(Stored data begins)

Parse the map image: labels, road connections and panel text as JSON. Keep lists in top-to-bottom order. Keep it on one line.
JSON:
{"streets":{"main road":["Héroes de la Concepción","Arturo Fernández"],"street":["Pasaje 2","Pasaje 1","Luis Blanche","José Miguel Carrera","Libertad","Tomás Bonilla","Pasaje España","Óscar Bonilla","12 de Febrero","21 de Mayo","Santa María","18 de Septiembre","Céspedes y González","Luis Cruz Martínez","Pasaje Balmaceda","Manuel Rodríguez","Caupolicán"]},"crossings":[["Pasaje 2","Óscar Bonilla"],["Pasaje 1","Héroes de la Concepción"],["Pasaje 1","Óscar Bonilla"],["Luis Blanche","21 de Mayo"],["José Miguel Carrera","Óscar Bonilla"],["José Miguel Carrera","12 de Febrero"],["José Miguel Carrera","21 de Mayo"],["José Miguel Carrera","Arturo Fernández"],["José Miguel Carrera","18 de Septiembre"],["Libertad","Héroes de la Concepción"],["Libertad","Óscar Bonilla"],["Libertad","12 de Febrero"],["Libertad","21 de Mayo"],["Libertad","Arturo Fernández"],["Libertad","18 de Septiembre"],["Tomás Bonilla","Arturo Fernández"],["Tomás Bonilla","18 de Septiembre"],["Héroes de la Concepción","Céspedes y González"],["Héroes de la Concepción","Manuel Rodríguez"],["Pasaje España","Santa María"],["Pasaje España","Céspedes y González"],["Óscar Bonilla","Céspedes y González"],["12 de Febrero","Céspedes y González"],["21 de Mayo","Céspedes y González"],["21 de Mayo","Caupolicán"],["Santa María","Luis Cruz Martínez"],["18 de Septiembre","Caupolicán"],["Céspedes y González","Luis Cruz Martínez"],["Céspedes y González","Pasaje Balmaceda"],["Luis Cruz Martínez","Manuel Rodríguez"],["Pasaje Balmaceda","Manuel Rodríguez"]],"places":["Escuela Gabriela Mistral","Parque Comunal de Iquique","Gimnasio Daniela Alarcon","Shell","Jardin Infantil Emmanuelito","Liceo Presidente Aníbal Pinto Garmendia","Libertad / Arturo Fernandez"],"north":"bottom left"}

(Stored data ends)

Copy out each line in the listing that has the word "JSON".

→ Task response
Parse the map image: labels, road connections and panel text as JSON. Keep lists in top-to-bottom order. Keep it on one line.
JSON:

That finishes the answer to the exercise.